Что хуже: боль любви или боль осознания утраченной любви?
У нее не было на это ответа.
Деккер шел по темной пустынной улице де Риволи, которая была знаменита своей сводчатой галереей девятнадцатого века, где располагались многочисленные кафе, книжные лавки и роскошные отели. Гостиница, в которой остановилась Мичи, осталась далеко за спиной Деккера. Он прошел, не останавливаясь ни разу, уже мили две, не меньше. Прошел по широкой полосе роскошных Елисейских полей, мимо парка Рон-Пуан, где парижане традиционно отдыхали со своими детишками. В первый раз Деккер остановился для того, чтобы посмотреть на смену караула у ворот Елисейского дворца, который являлся официальной резиденцией президента Франции.
Впрочем, он шел, куда глаза глядят, без всякой цели. Ему было плевать на все. Слава богу, прогулка пешком отчасти успокоила его. Осталось неприятное чувство от того, что он поднял руку на Мичи. Это чувство с каждой минутой все увеличивалось.
На противоположной стороне улицы, которой шел Деккер, ночные сторожа в помятых кепи и мешковатых форменных кителях запирали высокие, золоченые ворота Тюильри.
Деккер остановился перед угловым кафе, которое, кажется, уже закончило работу и закрывалось на ночь. Он заглянул сквозь стекла витрин внутрь. Полная, краснолицая француженка, глаза которой напоминали крохотные изюминки, мыла пол. Перед кафе черный, как уголь, уроженец Сенегала переворачивал плетеные летние стулья и ставил их на плетеные столы. Деккеру пришлось посторониться, чтобы не мешать ему.

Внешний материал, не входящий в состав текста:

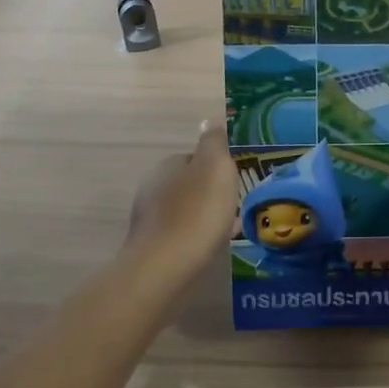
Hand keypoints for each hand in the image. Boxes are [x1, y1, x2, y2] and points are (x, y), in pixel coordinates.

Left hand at [124, 122, 240, 283]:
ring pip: (186, 209)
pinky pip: (182, 233)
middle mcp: (153, 187)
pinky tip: (212, 247)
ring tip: (231, 228)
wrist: (166, 268)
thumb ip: (214, 142)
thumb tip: (211, 119)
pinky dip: (198, 236)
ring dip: (206, 215)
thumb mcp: (215, 167)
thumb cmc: (197, 213)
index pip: (195, 157)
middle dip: (212, 193)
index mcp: (167, 165)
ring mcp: (150, 219)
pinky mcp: (153, 246)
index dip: (218, 167)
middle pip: (190, 184)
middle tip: (238, 205)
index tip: (237, 181)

Заметив Деккера и не дожидаясь, пока он заговорит сам, француженка показала рукой на табличку, висевшую на дверях кафе.
Фермо. Закрыто.
Он повернулся назад и посмотрел в том направлении, откуда только что пришел. Он понял, что был неправ. Права была Мичи. Она видит мир по-своему, он по-своему. Неужели это причина для разрыва?.. У нее был ее долг, ее правда, и Деккер не имел никакого права навязывать ей свои понятия и судить ее по своим понятиям. Она же не перекрещивала его в свою веру. Просто рассказала правду о себе, затем предоставила ему право выбора.
Инстинктивно Деккер чувствовал, что сделал неверный выбор. А, может, он вообще не стал ничего выбирать. Просто ушел... Хрен редьки не лучше.
Он понял, что должен сделать все для примирения. Сегодня же. Сейчас! Шесть лет разлуки — срок достаточный. Зачем его искусственно увеличивать?
Разумеется, его ослепила ревность к Дориану. С этим ничего уже не поделаешь. Но Мичи ведь сказала ему, что не любила Дориана. К ней можно по-всякому относиться, но в одном нужно отдать должное: она действительно никогда не лгала Мэнни и он это в глубине души знал.
И потом... ведь она его убила. Деккер непроизвольно усмехнулся, но тут же укорил себя в этом. Хороша любовь, если в результате тебя выкидывают из окна на десятом этаже!
Деккер любил Мичи. Вот так просто и обыденно. И он уничтожил бы всякого, кто поставил бы его любовь под угрозу. Неудивительно, что он так взъярился. Неудивительно, что он не сдержался и ударил ее.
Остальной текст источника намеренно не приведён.